Brief.
Because the images are not wanted, restate every line below word for word without them.

--- Input ---

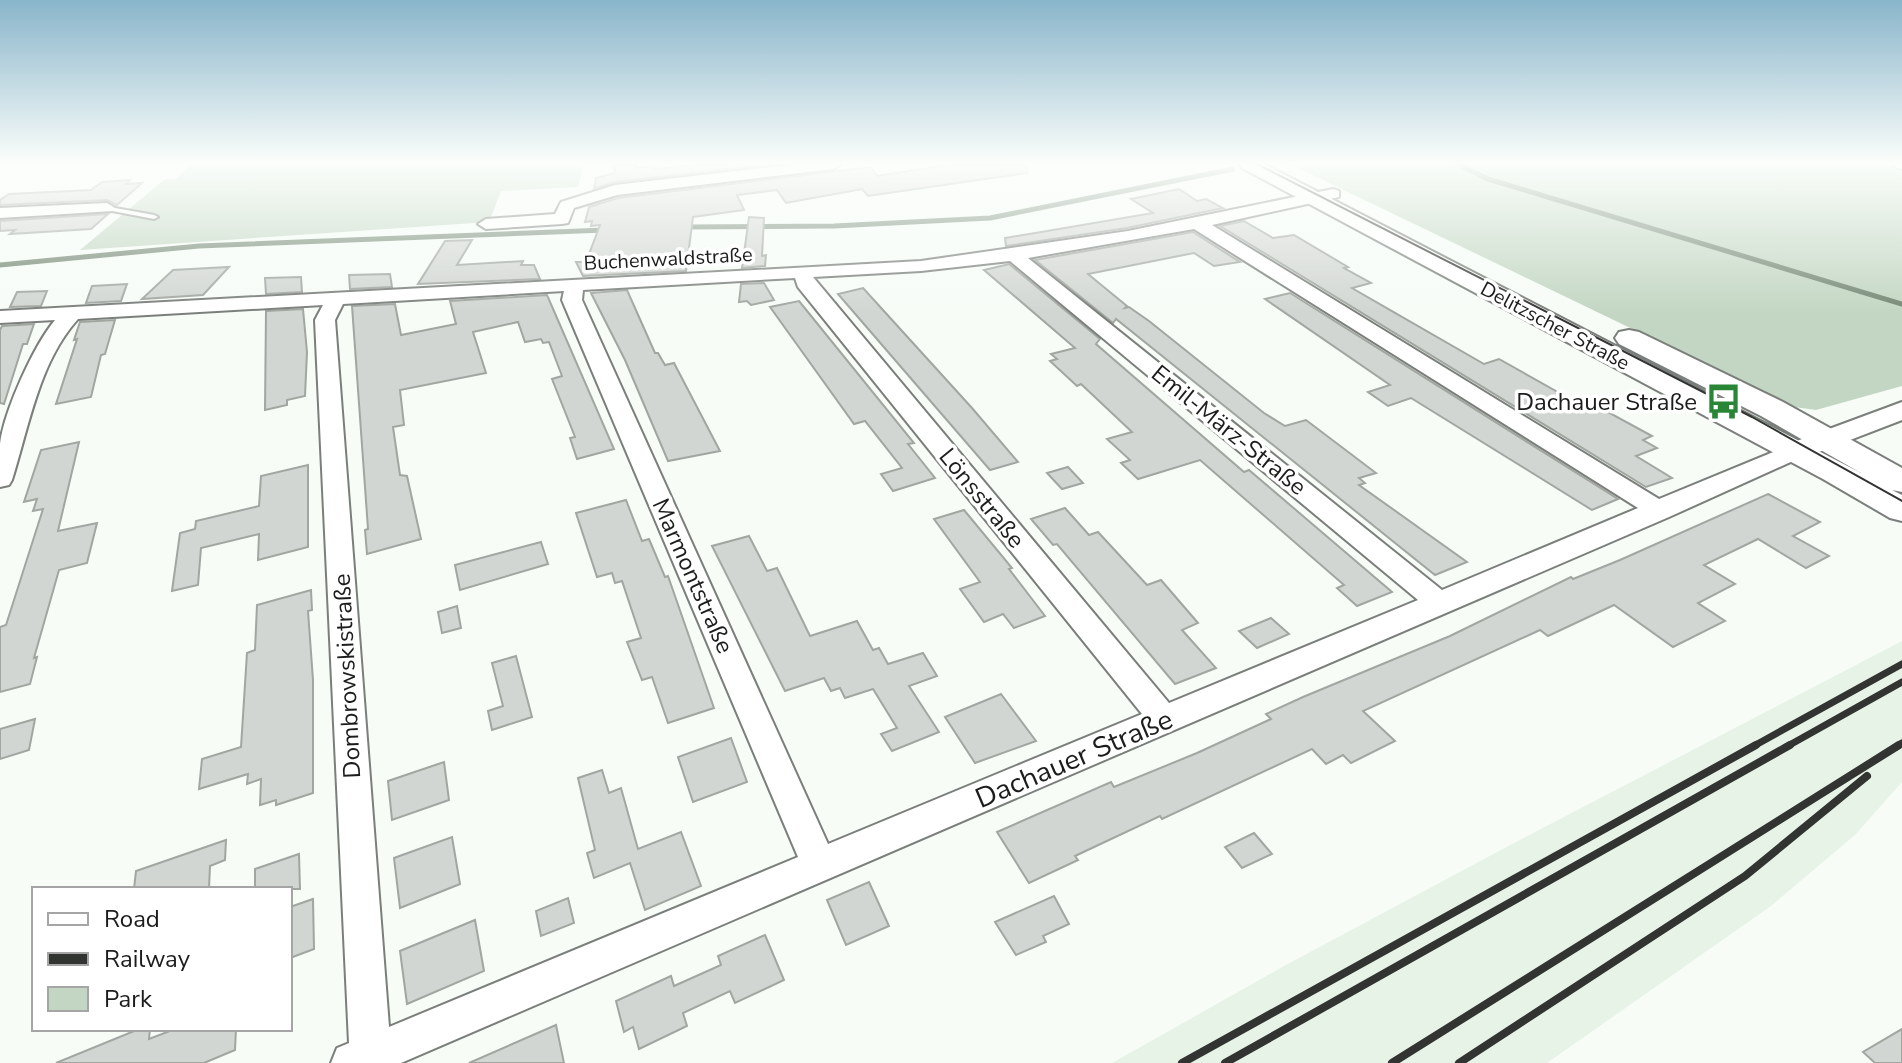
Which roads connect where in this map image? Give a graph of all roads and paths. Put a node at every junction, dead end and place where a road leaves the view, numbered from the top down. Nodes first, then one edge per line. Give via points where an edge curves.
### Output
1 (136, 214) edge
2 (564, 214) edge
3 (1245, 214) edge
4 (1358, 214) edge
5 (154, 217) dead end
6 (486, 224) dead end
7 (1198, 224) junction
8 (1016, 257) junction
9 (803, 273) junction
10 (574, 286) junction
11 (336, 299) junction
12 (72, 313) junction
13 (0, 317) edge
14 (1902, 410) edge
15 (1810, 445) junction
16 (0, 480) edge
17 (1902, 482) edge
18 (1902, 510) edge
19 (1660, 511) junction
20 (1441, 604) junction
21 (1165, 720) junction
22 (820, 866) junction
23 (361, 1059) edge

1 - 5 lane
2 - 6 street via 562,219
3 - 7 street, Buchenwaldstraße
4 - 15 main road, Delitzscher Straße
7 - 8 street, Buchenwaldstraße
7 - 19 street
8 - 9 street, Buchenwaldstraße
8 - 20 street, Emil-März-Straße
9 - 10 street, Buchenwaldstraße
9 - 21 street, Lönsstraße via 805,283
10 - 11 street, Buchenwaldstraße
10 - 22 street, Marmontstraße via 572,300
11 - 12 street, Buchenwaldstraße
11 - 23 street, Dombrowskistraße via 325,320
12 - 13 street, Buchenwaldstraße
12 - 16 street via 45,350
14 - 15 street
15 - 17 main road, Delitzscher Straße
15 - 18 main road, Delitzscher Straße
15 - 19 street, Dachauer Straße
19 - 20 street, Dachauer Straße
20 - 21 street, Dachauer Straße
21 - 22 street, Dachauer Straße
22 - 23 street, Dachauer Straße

---

Written solution.
Which roads connect where in this map image? Give a graph of all roads and paths. Put a node at every junction, dead end and place where a road leaves the view, numbered from the top down. Nodes first, then one edge per line. Give via points where an edge curves.
### Output
1 (136, 214) edge
2 (564, 214) edge
3 (1245, 214) edge
4 (1358, 214) edge
5 (154, 217) dead end
6 (486, 224) dead end
7 (1198, 224) junction
8 (1016, 257) junction
9 (803, 273) junction
10 (574, 286) junction
11 (336, 299) junction
12 (72, 313) junction
13 (0, 317) edge
14 (1902, 410) edge
15 (1810, 445) junction
16 (0, 480) edge
17 (1902, 482) edge
18 (1902, 510) edge
19 (1660, 511) junction
20 (1441, 604) junction
21 (1165, 720) junction
22 (820, 866) junction
23 (361, 1059) edge

1 - 5 lane
2 - 6 street via 562,219
3 - 7 street, Buchenwaldstraße
4 - 15 main road, Delitzscher Straße
7 - 8 street, Buchenwaldstraße
7 - 19 street
8 - 9 street, Buchenwaldstraße
8 - 20 street, Emil-März-Straße
9 - 10 street, Buchenwaldstraße
9 - 21 street, Lönsstraße via 805,283
10 - 11 street, Buchenwaldstraße
10 - 22 street, Marmontstraße via 572,300
11 - 12 street, Buchenwaldstraße
11 - 23 street, Dombrowskistraße via 325,320
12 - 13 street, Buchenwaldstraße
12 - 16 street via 45,350
14 - 15 street
15 - 17 main road, Delitzscher Straße
15 - 18 main road, Delitzscher Straße
15 - 19 street, Dachauer Straße
19 - 20 street, Dachauer Straße
20 - 21 street, Dachauer Straße
21 - 22 street, Dachauer Straße
22 - 23 street, Dachauer Straße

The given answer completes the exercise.